INSTRUCTIONS TO FOLLOW: Every entry below should be written out again exactly.

== Segment start ==

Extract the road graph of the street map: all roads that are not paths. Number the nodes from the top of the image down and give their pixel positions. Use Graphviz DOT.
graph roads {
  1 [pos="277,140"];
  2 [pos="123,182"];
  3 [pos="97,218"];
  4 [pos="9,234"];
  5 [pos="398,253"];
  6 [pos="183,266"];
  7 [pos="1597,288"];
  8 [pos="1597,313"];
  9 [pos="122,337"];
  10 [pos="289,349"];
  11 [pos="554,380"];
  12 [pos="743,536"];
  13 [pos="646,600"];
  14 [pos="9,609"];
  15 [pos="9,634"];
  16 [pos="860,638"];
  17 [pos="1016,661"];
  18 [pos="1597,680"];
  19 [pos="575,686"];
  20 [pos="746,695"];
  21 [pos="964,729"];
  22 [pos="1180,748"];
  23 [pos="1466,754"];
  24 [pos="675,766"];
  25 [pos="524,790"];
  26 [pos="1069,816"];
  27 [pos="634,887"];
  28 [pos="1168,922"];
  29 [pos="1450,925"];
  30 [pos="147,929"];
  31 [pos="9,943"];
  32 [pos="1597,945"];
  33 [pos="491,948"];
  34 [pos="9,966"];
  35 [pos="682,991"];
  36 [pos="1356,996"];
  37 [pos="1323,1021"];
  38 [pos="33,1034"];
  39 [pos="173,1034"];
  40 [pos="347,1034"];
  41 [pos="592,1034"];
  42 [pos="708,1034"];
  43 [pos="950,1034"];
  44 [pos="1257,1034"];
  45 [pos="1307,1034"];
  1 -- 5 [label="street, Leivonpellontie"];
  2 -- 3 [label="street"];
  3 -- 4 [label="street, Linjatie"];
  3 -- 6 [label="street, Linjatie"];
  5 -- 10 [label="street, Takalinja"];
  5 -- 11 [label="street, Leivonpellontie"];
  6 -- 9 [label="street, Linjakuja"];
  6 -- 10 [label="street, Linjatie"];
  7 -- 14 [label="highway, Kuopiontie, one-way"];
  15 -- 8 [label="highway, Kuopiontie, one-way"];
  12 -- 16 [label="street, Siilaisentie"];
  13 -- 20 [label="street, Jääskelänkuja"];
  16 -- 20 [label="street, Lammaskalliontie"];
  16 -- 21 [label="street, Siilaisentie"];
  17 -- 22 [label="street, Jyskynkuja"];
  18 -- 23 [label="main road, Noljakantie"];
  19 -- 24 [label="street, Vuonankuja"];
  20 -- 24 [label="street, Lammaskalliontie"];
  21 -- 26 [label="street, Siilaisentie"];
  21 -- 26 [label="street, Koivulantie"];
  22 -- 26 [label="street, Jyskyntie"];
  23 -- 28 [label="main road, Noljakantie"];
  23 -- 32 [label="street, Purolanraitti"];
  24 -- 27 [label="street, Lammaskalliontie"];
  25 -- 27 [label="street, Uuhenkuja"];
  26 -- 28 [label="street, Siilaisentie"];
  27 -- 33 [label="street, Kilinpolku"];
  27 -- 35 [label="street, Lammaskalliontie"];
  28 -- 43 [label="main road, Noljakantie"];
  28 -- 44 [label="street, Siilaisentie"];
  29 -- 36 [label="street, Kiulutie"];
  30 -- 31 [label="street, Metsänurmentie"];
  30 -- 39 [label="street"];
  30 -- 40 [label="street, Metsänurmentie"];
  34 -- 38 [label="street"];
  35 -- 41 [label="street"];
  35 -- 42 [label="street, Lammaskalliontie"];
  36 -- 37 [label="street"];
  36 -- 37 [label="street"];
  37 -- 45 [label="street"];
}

== Segment end ==

SOLUTION TO THE EXERCISE:
Extract the road graph of the street map: all roads that are not paths. Number the nodes from the top of the image down and give their pixel positions. Use Graphviz DOT.
graph roads {
  1 [pos="277,140"];
  2 [pos="123,182"];
  3 [pos="97,218"];
  4 [pos="9,234"];
  5 [pos="398,253"];
  6 [pos="183,266"];
  7 [pos="1597,288"];
  8 [pos="1597,313"];
  9 [pos="122,337"];
  10 [pos="289,349"];
  11 [pos="554,380"];
  12 [pos="743,536"];
  13 [pos="646,600"];
  14 [pos="9,609"];
  15 [pos="9,634"];
  16 [pos="860,638"];
  17 [pos="1016,661"];
  18 [pos="1597,680"];
  19 [pos="575,686"];
  20 [pos="746,695"];
  21 [pos="964,729"];
  22 [pos="1180,748"];
  23 [pos="1466,754"];
  24 [pos="675,766"];
  25 [pos="524,790"];
  26 [pos="1069,816"];
  27 [pos="634,887"];
  28 [pos="1168,922"];
  29 [pos="1450,925"];
  30 [pos="147,929"];
  31 [pos="9,943"];
  32 [pos="1597,945"];
  33 [pos="491,948"];
  34 [pos="9,966"];
  35 [pos="682,991"];
  36 [pos="1356,996"];
  37 [pos="1323,1021"];
  38 [pos="33,1034"];
  39 [pos="173,1034"];
  40 [pos="347,1034"];
  41 [pos="592,1034"];
  42 [pos="708,1034"];
  43 [pos="950,1034"];
  44 [pos="1257,1034"];
  45 [pos="1307,1034"];
  1 -- 5 [label="street, Leivonpellontie"];
  2 -- 3 [label="street"];
  3 -- 4 [label="street, Linjatie"];
  3 -- 6 [label="street, Linjatie"];
  5 -- 10 [label="street, Takalinja"];
  5 -- 11 [label="street, Leivonpellontie"];
  6 -- 9 [label="street, Linjakuja"];
  6 -- 10 [label="street, Linjatie"];
  7 -- 14 [label="highway, Kuopiontie, one-way"];
  15 -- 8 [label="highway, Kuopiontie, one-way"];
  12 -- 16 [label="street, Siilaisentie"];
  13 -- 20 [label="street, Jääskelänkuja"];
  16 -- 20 [label="street, Lammaskalliontie"];
  16 -- 21 [label="street, Siilaisentie"];
  17 -- 22 [label="street, Jyskynkuja"];
  18 -- 23 [label="main road, Noljakantie"];
  19 -- 24 [label="street, Vuonankuja"];
  20 -- 24 [label="street, Lammaskalliontie"];
  21 -- 26 [label="street, Siilaisentie"];
  21 -- 26 [label="street, Koivulantie"];
  22 -- 26 [label="street, Jyskyntie"];
  23 -- 28 [label="main road, Noljakantie"];
  23 -- 32 [label="street, Purolanraitti"];
  24 -- 27 [label="street, Lammaskalliontie"];
  25 -- 27 [label="street, Uuhenkuja"];
  26 -- 28 [label="street, Siilaisentie"];
  27 -- 33 [label="street, Kilinpolku"];
  27 -- 35 [label="street, Lammaskalliontie"];
  28 -- 43 [label="main road, Noljakantie"];
  28 -- 44 [label="street, Siilaisentie"];
  29 -- 36 [label="street, Kiulutie"];
  30 -- 31 [label="street, Metsänurmentie"];
  30 -- 39 [label="street"];
  30 -- 40 [label="street, Metsänurmentie"];
  34 -- 38 [label="street"];
  35 -- 41 [label="street"];
  35 -- 42 [label="street, Lammaskalliontie"];
  36 -- 37 [label="street"];
  36 -- 37 [label="street"];
  37 -- 45 [label="street"];
}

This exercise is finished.